As associações de professores de Física e de Química deixam um pouco a desejar quanto ao poder de iniciativa, e a Sociedade Portuguesa não tem responsabilidade nessa matéria. Provavelmente deveria ser o próprio ministério da educação a responsabilizar-se por essa matéria e "obrigar" os professores a frequentarem acções de formação. Recordo-me que após o 25 de Abril isso acontecia e funcionava? De resto, as poucas acções de formação com algum interesse que frequentei nos últimos anos estavam integradas no Programa Ciência Viva.

Outro dos aspectos referidos no Livro Branco era que a falta de trabalhos experimentais se devia à falta de tempo lectivo e de formação dos professores. Concorda?

As coisas mudaram entretanto, nomeadamente com a introdução dos blocos lectivos de 90 minutos, que era algo que andávamos a "pregar" há muitos anos... Dessa forma é possível desdobrar as turmas em duas metades e realizar aulas experimentais com condições de aprendizagem para os alunos. Porém, lamentavelmente, algumas escolas não aproveitam esta oportunidade e mantêm o modelo da turma única, o que é um bom indicador do desinteresse em potenciar as aulas experimentais.

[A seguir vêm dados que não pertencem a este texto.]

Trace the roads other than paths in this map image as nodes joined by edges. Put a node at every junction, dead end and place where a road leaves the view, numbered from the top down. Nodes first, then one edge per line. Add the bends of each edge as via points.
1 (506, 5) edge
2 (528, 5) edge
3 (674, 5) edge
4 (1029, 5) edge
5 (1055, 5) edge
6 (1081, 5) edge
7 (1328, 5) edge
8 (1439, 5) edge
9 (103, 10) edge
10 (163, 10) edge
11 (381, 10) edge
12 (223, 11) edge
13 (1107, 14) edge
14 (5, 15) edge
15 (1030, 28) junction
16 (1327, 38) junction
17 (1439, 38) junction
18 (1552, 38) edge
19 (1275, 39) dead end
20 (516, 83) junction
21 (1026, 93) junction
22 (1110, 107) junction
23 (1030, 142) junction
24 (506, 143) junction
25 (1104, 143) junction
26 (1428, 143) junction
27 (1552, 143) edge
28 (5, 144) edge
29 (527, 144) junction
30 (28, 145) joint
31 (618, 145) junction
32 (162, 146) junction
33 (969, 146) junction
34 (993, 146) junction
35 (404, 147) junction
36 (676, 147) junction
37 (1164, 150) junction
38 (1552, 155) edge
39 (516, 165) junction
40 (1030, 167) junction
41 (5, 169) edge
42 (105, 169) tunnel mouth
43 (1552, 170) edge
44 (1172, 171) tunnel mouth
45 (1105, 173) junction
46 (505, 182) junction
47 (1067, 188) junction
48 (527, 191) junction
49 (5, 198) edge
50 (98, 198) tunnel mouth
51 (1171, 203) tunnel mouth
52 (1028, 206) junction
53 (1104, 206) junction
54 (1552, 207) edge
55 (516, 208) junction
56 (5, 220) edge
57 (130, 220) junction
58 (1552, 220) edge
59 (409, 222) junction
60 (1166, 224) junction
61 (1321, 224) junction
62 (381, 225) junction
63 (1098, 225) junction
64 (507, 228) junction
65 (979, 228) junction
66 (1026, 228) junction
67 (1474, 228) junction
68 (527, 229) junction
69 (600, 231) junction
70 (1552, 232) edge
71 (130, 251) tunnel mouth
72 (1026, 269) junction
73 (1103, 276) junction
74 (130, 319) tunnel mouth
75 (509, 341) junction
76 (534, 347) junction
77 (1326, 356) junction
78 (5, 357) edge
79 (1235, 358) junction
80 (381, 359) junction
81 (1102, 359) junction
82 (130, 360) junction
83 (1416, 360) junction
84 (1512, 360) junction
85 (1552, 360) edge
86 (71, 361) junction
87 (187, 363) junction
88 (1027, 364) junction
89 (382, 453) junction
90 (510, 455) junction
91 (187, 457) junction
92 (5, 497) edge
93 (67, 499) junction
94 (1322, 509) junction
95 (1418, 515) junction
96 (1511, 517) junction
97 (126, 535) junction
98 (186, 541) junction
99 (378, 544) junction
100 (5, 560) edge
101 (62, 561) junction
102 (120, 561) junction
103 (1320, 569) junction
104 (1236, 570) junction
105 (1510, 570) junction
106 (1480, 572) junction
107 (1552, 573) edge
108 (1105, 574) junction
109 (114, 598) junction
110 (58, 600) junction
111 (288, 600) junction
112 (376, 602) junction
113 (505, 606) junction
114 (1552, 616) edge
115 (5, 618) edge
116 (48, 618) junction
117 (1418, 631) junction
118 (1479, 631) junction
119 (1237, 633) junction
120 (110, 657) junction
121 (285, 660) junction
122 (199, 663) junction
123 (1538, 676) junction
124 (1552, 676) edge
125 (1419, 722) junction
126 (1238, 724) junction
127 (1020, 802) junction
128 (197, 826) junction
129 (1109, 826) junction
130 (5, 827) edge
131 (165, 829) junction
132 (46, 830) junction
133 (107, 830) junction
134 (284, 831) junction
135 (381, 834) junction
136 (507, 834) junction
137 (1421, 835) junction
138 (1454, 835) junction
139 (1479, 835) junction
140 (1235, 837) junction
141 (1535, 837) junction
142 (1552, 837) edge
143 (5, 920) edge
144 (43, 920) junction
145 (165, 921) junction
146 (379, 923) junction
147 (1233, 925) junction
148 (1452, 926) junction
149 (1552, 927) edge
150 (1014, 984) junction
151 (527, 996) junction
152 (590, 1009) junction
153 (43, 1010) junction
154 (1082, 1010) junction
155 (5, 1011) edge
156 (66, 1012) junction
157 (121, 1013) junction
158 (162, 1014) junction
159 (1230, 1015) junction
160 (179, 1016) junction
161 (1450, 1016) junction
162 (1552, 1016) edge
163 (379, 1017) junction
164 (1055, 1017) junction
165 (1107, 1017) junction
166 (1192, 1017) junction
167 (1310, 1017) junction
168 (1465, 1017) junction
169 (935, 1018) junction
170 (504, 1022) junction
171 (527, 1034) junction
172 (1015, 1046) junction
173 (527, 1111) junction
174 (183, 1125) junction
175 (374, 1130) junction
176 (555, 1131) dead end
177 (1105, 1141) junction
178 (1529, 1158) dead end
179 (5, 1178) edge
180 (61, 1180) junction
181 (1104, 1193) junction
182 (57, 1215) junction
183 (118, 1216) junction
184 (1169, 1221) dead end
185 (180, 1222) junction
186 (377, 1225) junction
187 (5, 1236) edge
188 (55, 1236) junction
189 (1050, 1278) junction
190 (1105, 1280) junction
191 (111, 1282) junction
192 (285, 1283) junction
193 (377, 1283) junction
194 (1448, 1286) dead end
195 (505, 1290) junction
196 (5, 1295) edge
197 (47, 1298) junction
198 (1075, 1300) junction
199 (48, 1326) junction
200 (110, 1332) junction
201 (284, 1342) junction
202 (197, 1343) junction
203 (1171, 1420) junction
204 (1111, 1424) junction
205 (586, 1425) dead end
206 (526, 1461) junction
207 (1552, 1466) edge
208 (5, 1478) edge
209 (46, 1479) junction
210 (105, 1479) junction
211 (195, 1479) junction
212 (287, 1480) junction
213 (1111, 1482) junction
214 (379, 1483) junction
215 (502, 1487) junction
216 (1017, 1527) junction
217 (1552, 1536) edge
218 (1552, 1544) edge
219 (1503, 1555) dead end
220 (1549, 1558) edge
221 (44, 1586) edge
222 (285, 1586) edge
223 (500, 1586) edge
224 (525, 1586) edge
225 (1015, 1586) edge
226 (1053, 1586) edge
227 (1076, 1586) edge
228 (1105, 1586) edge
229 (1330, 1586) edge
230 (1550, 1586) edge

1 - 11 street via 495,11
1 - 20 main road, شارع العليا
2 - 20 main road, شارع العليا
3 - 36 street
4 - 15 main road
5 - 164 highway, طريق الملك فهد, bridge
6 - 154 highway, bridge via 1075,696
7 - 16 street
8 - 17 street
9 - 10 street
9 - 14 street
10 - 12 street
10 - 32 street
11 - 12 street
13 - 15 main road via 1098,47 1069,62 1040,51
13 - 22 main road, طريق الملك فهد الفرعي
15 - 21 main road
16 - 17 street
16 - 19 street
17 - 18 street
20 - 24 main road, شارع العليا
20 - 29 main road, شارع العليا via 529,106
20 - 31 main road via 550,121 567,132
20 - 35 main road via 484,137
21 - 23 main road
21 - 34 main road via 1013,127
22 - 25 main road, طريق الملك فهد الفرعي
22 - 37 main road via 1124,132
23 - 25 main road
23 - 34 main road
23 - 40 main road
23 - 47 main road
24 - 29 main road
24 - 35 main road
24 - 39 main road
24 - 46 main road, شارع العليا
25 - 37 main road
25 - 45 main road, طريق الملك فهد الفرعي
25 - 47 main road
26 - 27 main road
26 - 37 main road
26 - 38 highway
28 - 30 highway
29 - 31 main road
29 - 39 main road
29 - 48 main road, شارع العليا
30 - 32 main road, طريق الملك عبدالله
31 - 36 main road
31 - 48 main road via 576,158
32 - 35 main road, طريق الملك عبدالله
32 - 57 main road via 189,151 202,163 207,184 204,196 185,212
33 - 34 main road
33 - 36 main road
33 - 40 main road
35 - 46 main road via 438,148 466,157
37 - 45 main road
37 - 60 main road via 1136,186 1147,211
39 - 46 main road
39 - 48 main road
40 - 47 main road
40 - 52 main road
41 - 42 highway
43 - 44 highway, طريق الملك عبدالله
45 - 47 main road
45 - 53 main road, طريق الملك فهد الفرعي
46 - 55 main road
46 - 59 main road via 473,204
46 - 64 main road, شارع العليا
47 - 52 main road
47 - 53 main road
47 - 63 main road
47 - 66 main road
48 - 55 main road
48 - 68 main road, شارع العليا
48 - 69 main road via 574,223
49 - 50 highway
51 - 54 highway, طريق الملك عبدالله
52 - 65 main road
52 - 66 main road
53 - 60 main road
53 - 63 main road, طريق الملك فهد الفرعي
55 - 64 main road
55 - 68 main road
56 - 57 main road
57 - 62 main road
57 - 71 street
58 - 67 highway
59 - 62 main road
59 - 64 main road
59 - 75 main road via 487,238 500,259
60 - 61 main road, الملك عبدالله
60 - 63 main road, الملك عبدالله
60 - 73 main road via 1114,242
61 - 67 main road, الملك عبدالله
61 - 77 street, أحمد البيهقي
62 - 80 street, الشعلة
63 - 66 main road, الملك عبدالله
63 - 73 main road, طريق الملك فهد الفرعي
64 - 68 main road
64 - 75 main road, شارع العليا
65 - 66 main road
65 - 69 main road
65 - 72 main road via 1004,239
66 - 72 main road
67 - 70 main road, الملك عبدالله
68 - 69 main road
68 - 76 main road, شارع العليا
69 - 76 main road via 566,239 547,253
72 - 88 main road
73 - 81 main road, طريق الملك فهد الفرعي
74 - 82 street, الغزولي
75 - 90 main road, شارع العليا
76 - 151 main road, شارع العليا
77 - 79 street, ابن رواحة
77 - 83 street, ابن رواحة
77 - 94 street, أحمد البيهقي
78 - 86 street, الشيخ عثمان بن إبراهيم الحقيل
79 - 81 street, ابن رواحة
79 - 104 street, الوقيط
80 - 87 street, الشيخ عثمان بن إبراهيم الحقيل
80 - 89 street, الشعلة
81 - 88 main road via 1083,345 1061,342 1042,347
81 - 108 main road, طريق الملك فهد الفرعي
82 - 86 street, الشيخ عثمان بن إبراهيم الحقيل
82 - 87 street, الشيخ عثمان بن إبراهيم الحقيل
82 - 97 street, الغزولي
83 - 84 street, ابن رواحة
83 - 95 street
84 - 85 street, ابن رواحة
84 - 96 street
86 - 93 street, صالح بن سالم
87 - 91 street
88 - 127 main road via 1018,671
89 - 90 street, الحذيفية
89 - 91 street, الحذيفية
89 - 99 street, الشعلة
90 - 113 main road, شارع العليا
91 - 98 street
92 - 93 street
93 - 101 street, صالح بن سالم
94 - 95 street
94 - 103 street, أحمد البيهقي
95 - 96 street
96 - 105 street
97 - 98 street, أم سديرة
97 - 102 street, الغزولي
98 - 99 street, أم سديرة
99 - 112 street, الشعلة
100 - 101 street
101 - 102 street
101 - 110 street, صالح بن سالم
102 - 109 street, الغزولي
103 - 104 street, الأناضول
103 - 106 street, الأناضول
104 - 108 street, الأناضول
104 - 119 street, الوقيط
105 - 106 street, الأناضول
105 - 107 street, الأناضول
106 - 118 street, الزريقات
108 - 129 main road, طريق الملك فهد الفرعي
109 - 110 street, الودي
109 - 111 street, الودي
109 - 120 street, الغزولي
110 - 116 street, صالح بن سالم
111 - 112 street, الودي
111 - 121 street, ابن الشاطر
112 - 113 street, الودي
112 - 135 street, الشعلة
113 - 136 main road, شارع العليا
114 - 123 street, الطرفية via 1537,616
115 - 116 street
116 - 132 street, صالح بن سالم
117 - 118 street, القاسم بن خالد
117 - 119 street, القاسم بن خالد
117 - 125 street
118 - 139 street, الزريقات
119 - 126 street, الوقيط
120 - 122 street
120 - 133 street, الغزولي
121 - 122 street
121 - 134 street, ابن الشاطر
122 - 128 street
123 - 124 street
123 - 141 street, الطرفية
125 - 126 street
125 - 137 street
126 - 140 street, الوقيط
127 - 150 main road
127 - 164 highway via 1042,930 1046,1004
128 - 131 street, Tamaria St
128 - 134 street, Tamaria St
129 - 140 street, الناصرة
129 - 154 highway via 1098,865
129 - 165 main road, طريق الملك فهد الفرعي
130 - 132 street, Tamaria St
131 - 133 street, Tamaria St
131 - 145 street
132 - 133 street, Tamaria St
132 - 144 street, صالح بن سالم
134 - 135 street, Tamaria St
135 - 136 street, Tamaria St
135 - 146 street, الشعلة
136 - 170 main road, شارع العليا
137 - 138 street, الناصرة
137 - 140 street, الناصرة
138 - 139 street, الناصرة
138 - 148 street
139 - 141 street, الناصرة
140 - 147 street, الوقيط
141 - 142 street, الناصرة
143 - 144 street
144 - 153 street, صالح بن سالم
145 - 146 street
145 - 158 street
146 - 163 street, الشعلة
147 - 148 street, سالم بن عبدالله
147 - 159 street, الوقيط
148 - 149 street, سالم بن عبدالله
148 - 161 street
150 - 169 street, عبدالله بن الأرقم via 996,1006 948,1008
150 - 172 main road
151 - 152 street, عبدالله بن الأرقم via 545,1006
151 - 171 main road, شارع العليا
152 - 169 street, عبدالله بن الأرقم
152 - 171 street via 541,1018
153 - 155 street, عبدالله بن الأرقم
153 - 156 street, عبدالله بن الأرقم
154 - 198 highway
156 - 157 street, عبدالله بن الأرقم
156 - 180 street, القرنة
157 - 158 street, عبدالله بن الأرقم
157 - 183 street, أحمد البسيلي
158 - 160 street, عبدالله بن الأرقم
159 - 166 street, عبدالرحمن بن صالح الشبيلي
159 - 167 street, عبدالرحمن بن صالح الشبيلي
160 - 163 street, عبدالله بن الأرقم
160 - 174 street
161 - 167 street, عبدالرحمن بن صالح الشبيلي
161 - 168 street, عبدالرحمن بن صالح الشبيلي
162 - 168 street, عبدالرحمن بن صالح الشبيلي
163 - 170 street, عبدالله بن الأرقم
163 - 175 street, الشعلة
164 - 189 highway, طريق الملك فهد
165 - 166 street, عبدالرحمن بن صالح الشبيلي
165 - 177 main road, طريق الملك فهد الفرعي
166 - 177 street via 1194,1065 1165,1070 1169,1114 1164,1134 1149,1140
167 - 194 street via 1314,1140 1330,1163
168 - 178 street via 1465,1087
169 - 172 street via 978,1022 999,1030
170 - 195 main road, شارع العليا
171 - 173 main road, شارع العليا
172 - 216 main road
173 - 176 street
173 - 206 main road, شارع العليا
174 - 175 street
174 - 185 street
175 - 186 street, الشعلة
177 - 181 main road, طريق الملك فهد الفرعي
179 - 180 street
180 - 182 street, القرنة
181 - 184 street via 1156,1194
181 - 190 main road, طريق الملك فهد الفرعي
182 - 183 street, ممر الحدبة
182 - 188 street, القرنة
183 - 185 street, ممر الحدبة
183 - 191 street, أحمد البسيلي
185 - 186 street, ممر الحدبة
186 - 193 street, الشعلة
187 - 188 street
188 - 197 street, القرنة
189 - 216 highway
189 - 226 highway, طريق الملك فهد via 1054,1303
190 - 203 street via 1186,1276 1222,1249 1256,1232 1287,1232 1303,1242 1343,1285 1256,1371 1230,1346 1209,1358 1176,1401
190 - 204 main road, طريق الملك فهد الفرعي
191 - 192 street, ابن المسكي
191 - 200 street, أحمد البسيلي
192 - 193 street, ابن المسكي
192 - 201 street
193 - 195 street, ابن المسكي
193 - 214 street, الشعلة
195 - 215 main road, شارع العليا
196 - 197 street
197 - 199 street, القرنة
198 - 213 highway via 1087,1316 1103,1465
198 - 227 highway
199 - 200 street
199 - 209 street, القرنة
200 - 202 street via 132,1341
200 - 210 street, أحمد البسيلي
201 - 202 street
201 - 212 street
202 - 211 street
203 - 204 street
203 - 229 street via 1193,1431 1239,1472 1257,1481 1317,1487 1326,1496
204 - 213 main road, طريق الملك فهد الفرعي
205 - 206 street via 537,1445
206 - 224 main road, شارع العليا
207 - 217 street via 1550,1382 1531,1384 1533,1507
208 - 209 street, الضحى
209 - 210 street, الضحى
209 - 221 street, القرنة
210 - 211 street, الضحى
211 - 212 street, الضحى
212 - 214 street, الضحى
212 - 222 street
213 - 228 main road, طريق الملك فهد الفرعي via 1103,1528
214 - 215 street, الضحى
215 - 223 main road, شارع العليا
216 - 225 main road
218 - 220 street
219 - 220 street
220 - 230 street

Outra questão importante quando se aborda o ensino da Física e da Química é a segurança dos laboratórios. Há cerca de três anos foi publicado um relatório que dava conta de diversas falhas de segurança nos laboratórios escolares. Foi tomada alguma medida no sentido de resolver os problemas então apontados?

Não. Apesar de no ensino da Física esse problema se colocar com menor pertinência, já que as experiências realizadas não têm um grau de risco elevado - e quando têm o próprio professor encarrega-se de realizá-la -, quanto à Química o cenário é diferente, já que se lida com reagentes que podem representar algum perigo. Porém, a maioria dos laboratórios não correspondem às condições mínimas de segurança. E são várias as falhas: as portas dos laboratórios deveriam abrir para o exterior e não para o interior, como acontece frequentemente; não existem hotes ? grandes exaustores que aspiram fumos tóxicos - e não há qualquer tipo de tratamento dos resíduos produzidos na sala de aula, que são simplesmente despejados pela banca abaixo, só para dar alguns exemplos.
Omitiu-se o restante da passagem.